Loyalty Isn’t Grey: You’re Either Loyal or You’re Not

What I truly love about these missions is how their narrative content has nothing to do with the eventual suicide mission. All loyalty missions are pure, unadulterated world-building and character development. Most of them are about restoring lost family connections: Jacob’s father, Miranda’s sister, Thane’s son, Samara’s daughter, Kasumi’s partner. Others are about old acquaintances or scores to settle: Garrus’ traitor, Jack’s torturers, Zaeed’s accomplice.

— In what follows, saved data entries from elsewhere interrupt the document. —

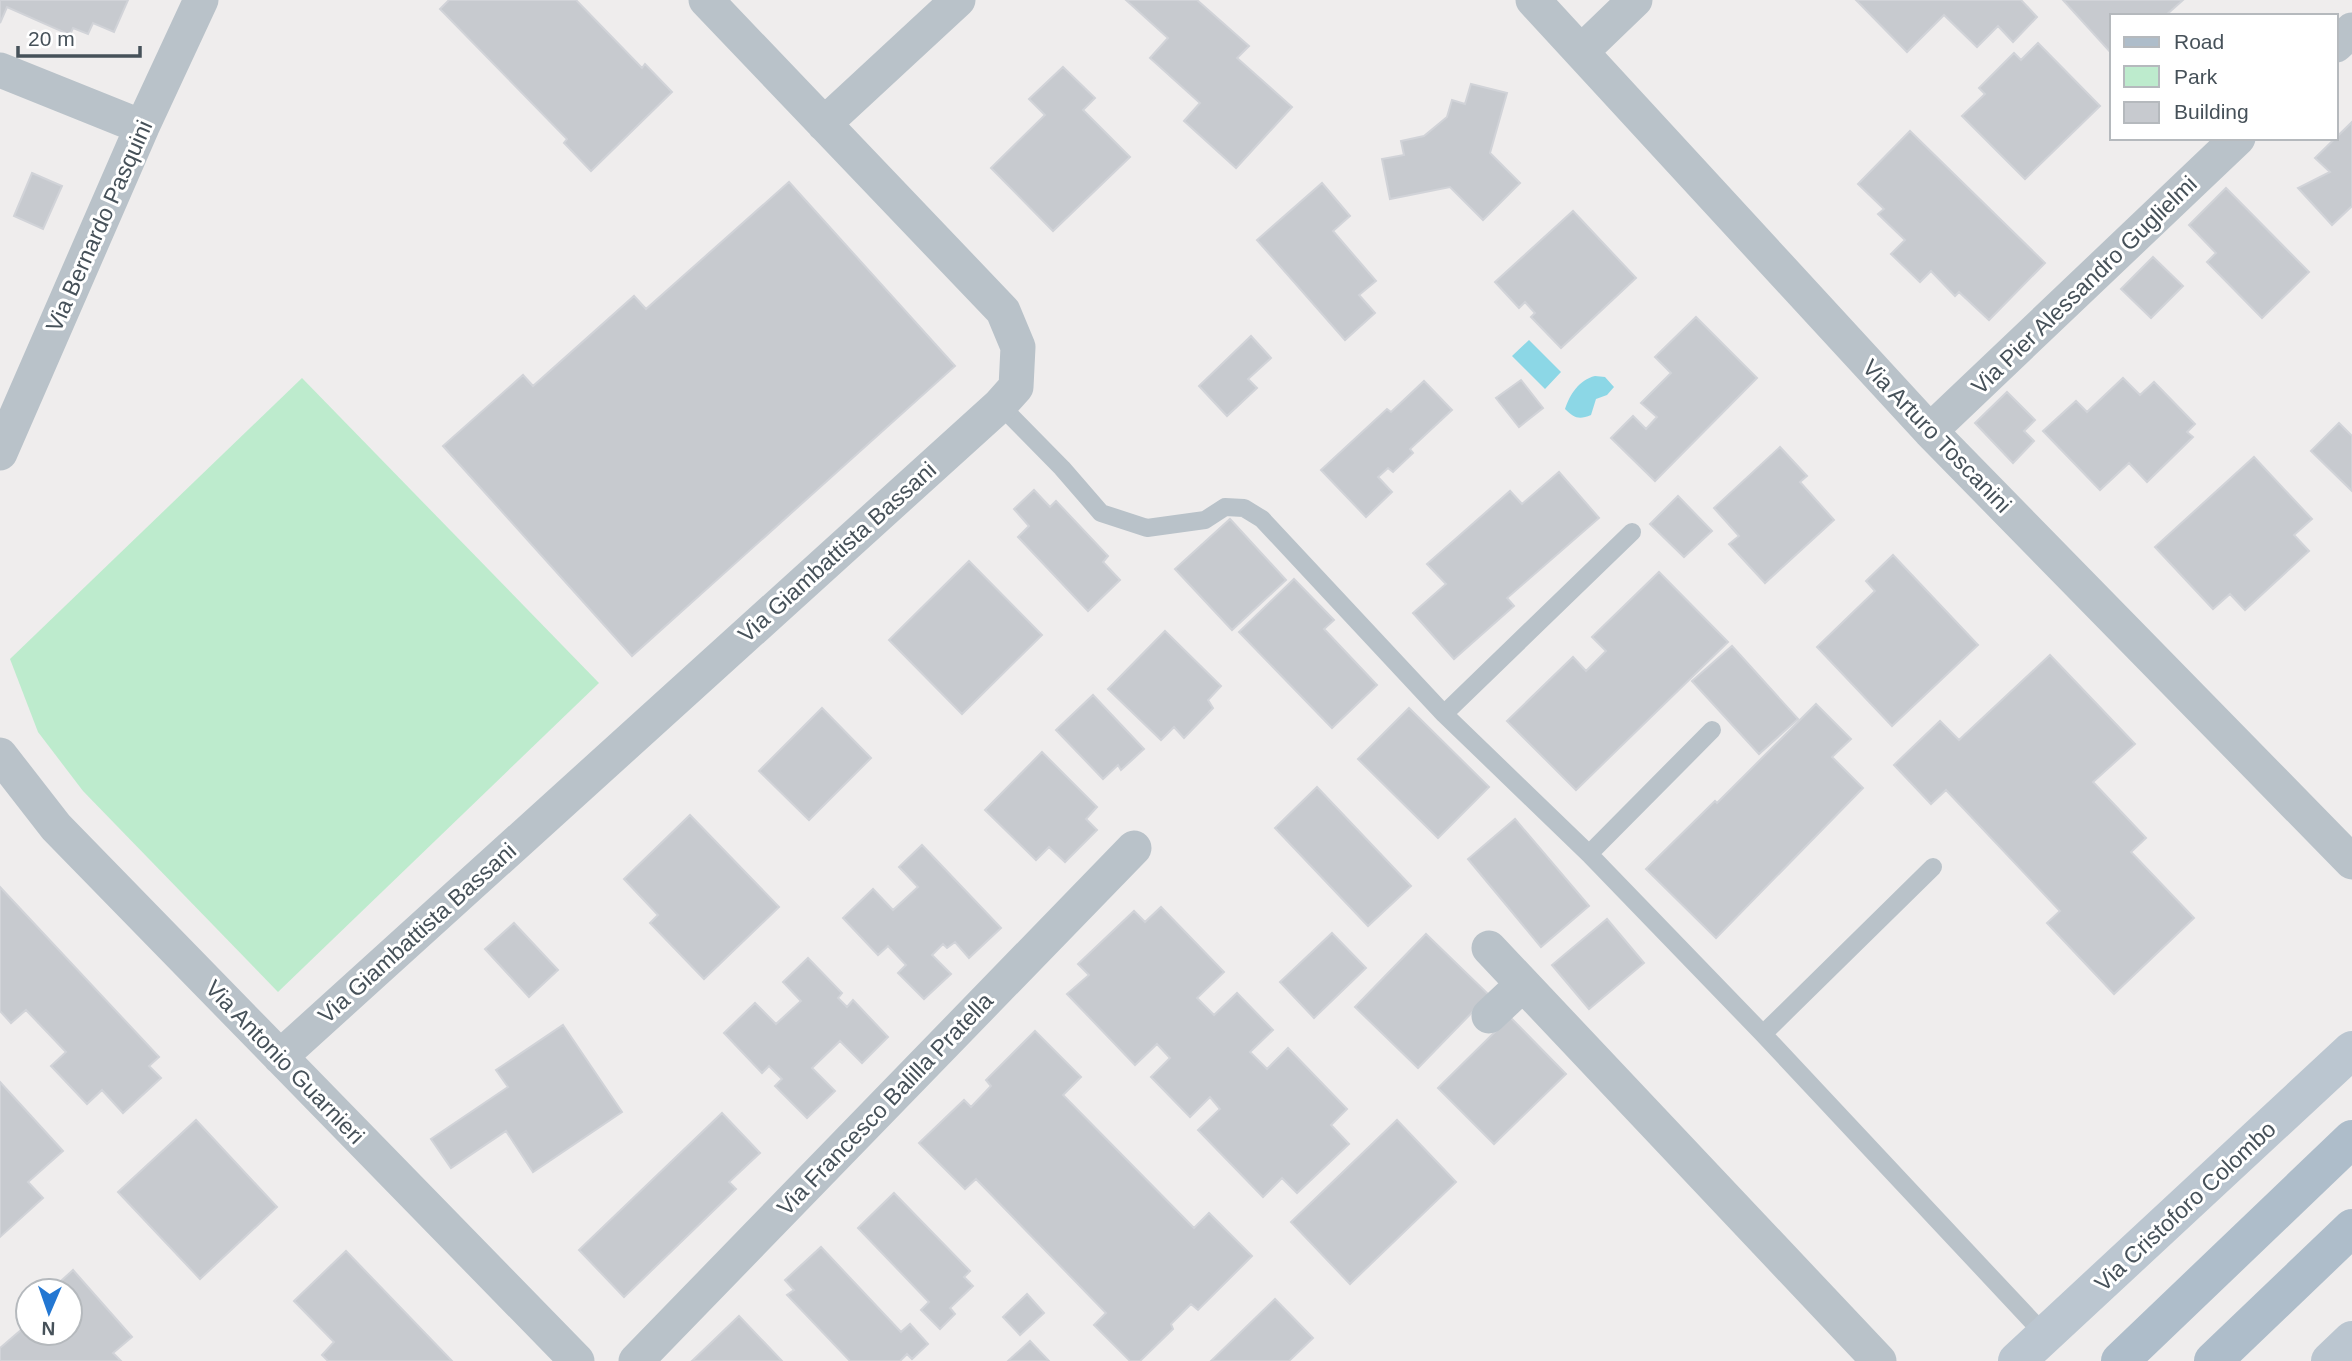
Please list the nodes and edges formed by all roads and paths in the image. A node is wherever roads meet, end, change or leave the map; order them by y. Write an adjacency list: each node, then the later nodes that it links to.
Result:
1 (201, 0): 11 (street, Via Bernardo Pasquini)
2 (706, 0): 10 (street, Via Giambattista Bassani)
3 (958, 0): 10 (street)
4 (1533, 0): 8 (street, Via Arturo Toscanini)
5 (1635, 0): 8 (street)
6 (2352, 30): 7 (street)
7 (2338, 43)
8 (1581, 52): 14 (street, Via Arturo Toscanini)
9 (0, 70): 11 (street)
10 (824, 124): 13 (street, Via Giambattista Bassani)
11 (142, 127): 15 (street, Via Bernardo Pasquini)
12 (2236, 140): 14 (street, Via Pier Alessandro Guglielmi)
13 (1000, 405): 17 (lane); 29 (street, Via Giambattista Bassani)
14 (1930, 431): 22 (street, Via Arturo Toscanini)
15 (0, 453)
16 (1632, 532): 17 (lane)
17 (1444, 714): 21 (lane)
18 (1712, 730): 21 (lane)
19 (0, 755): 29 (street, Via Antonio Guarnieri)
20 (1133, 848): 35 (street, Via Francesco Balilla Pratella)
21 (1589, 853): 27 (lane)
22 (2352, 862)
23 (1933, 867): 27 (lane)
24 (1489, 948): 25 (street)
25 (1522, 984): 26 (street); 36 (street)
26 (1489, 1016)
27 (1763, 1034): 32 (lane)
28 (2352, 1051): 32 (street, Via Cristoforo Colombo)
29 (280, 1057): 34 (street, Via Antonio Guarnieri)
30 (2352, 1139): 38 (main road)
31 (2352, 1228): 39 (main road)
32 (2045, 1335): 37 (street, Via Cristoforo Colombo)
33 (2352, 1340): 40 (street)
34 (577, 1361)
35 (636, 1361)
36 (1879, 1361)
37 (2017, 1361)
38 (2120, 1361)
39 (2213, 1361)
40 (2330, 1361)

And the best ones deal with galactic politics in ways that will have consequences in ME3, such as Mordin’s quest to retrieve the genophage cure data, Grunt’s change of Krogan society, and Tali’s and Legion’s missions that help define the geth as so much more than the AIs gone crazy of ME1.

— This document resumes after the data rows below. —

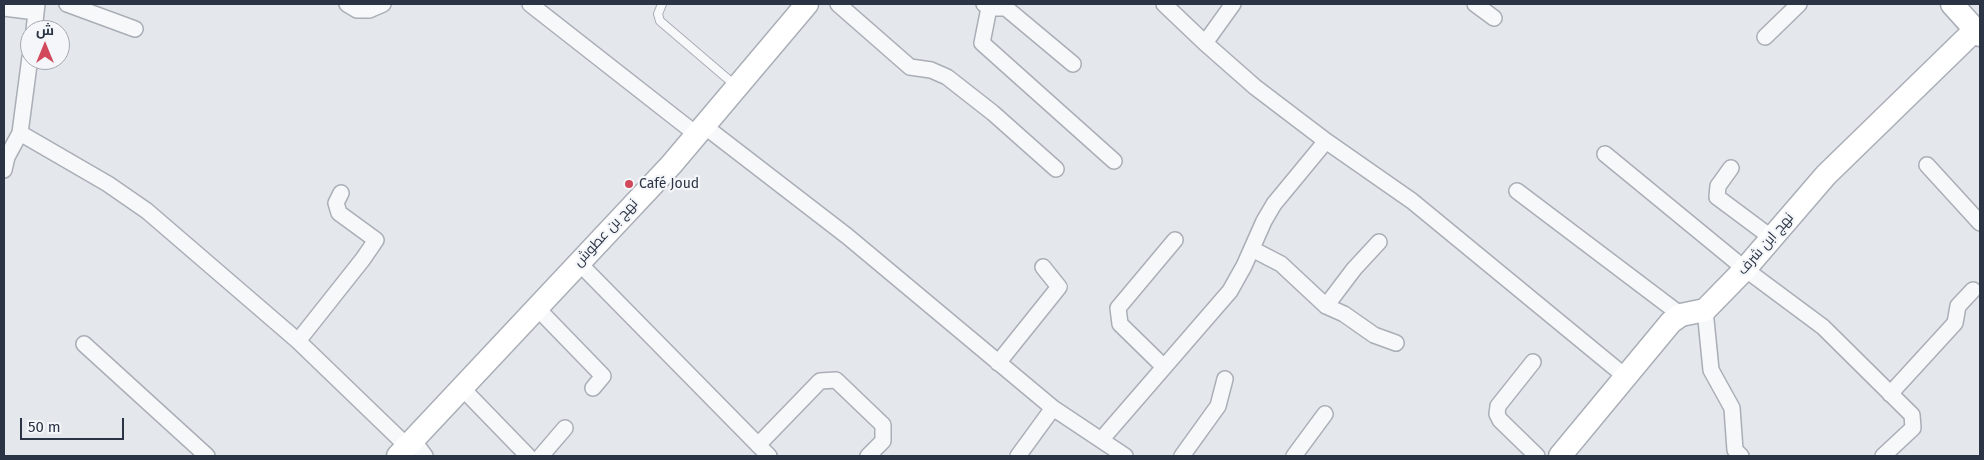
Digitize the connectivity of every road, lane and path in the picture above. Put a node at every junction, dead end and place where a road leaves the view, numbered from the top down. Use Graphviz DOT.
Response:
graph roads {
  1 [pos="67,4"];
  2 [pos="347,4"];
  3 [pos="383,4"];
  4 [pos="530,4"];
  5 [pos="662,4"];
  6 [pos="806,4"];
  7 [pos="838,4"];
  8 [pos="1164,4"];
  9 [pos="1233,4"];
  10 [pos="1475,4"];
  11 [pos="1799,4"];
  12 [pos="1952,4"];
  13 [pos="987,6"];
  14 [pos="4,8"];
  15 [pos="37,8"];
  16 [pos="1494,18"];
  17 [pos="135,29"];
  18 [pos="1978,32"];
  19 [pos="1765,37"];
  20 [pos="1205,43"];
  21 [pos="1073,64"];
  22 [pos="28,70"];
  23 [pos="736,86"];
  24 [pos="700,129"];
  25 [pos="20,133"];
  26 [pos="1326,141"];
  27 [pos="1605,154"];
  28 [pos="1114,161"];
  29 [pos="1927,165"];
  30 [pos="1731,168"];
  31 [pos="1056,169"];
  32 [pos="4,170"];
  33 [pos="1517,191"];
  34 [pos="341,193"];
  35 [pos="1980,223"];
  36 [pos="1772,238"];
  37 [pos="1175,240"];
  38 [pos="1379,242"];
  39 [pos="1252,250"];
  40 [pos="579,263"];
  41 [pos="1043,267"];
  42 [pos="1745,269"];
  43 [pos="1973,290"];
  44 [pos="1326,306"];
  45 [pos="537,308"];
  46 [pos="1705,310"];
  47 [pos="1681,315"];
  48 [pos="298,341"];
  49 [pos="1396,343"];
  50 [pos="84,344"];
  51 [pos="1533,362"];
  52 [pos="998,363"];
  53 [pos="1164,368"];
  54 [pos="1626,377"];
  55 [pos="1225,379"];
  56 [pos="462,388"];
  57 [pos="593,388"];
  58 [pos="1890,394"];
  59 [pos="1053,408"];
  60 [pos="1325,414"];
  61 [pos="565,428"];
  62 [pos="1100,440"];
  63 [pos="758,445"];
  64 [pos="411,450"];
  65 [pos="207,456"];
  66 [pos="528,456"];
  67 [pos="541,456"];
  68 [pos="769,456"];
  69 [pos="868,456"];
  70 [pos="1018,456"];
  71 [pos="1126,456"];
  72 [pos="1182,456"];
  73 [pos="1294,456"];
  74 [pos="1536,456"];
  75 [pos="1560,456"];
  76 [pos="1741,456"];
  77 [pos="1883,456"];
  1 -- 17 [label="street"];
  2 -- 3 [label="street"];
  4 -- 24 [label="street"];
  5 -- 23 [label="lane"];
  6 -- 23 [label="street, نهج بن عطوش"];
  7 -- 31 [label="street"];
  8 -- 20 [label="street"];
  9 -- 20 [label="street"];
  10 -- 16 [label="street"];
  11 -- 19 [label="street"];
  12 -- 18 [label="street"];
  13 -- 21 [label="street"];
  13 -- 28 [label="street"];
  14 -- 15 [label="street"];
  18 -- 36 [label="street, نهج ابن شرف"];
  20 -- 26 [label="street"];
  22 -- 25 [label="street"];
  23 -- 24 [label="street, نهج بن عطوش"];
  24 -- 40 [label="street, نهج بن عطوش"];
  24 -- 52 [label="street"];
  25 -- 32 [label="street"];
  25 -- 48 [label="street"];
  26 -- 39 [label="street"];
  26 -- 54 [label="street"];
  27 -- 42 [label="street"];
  29 -- 35 [label="street"];
  30 -- 36 [label="street"];
  33 -- 47 [label="street"];
  34 -- 48 [label="street"];
  36 -- 42 [label="street, نهج ابن شرف"];
  37 -- 53 [label="street"];
  38 -- 44 [label="street"];
  39 -- 44 [label="street"];
  39 -- 53 [label="street"];
  40 -- 45 [label="street, نهج بن عطوش"];
  40 -- 63 [label="street"];
  41 -- 52 [label="street"];
  42 -- 46 [label="street, نهج ابن شرف"];
  42 -- 58 [label="street"];
  43 -- 58 [label="street"];
  44 -- 49 [label="street"];
  45 -- 56 [label="street, نهج بن عطوش"];
  45 -- 57 [label="street"];
  46 -- 47 [label="street"];
  46 -- 76 [label="street"];
  47 -- 54 [label="street"];
  48 -- 64 [label="street"];
  50 -- 65 [label="street"];
  51 -- 74 [label="street"];
  52 -- 59 [label="street"];
  53 -- 62 [label="street"];
  54 -- 75 [label="street"];
  55 -- 72 [label="street"];
  56 -- 64 [label="street, نهج بن عطوش"];
  56 -- 66 [label="street"];
  58 -- 77 [label="street"];
  59 -- 62 [label="street"];
  59 -- 70 [label="street"];
  60 -- 73 [label="street"];
  61 -- 67 [label="street"];
  62 -- 71 [label="street"];
  63 -- 68 [label="street"];
  63 -- 69 [label="street"];
}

Indeed, the geth and krogan missions contain some of the best writing in ME2. Legion’s loyalty mission on the heretics’ base is an exploration of the nature of artificial intelligence with a level of philosophical sophistication that is seldom seen in videogames. The authors are particularly skillful at navigating two interrelated concepts: the nature of individuality and the quality of freedom. This isnt new in sci-fi: Star Trek, for instance, was at its best when exploring the human condition through the Borg antagonists, especially thanks to Seven of Nine’s seasons-long story arc in Voyager. But the treatment of these issues in ME2 leaves nothing to be desired, both for its depth and for its emotional attachment. It is so very difficult to write a synthetic persona that we genuinely care about, and the authors succeed with Legion, who is easily the game’s best-written character. And from a moral standpoint, the writing doesn’t get much better than the debates between Mordin and Shepard about the purpose of the genophage. The dialogue trees are incredibly deep and multi-layered, spanning topics as diverse as research ethics and socioeconomics. What these debates are missing, of course, is a krogan voice: for that, we have to wait until ME3, when the genophage story arc comes to near-perfect fruition.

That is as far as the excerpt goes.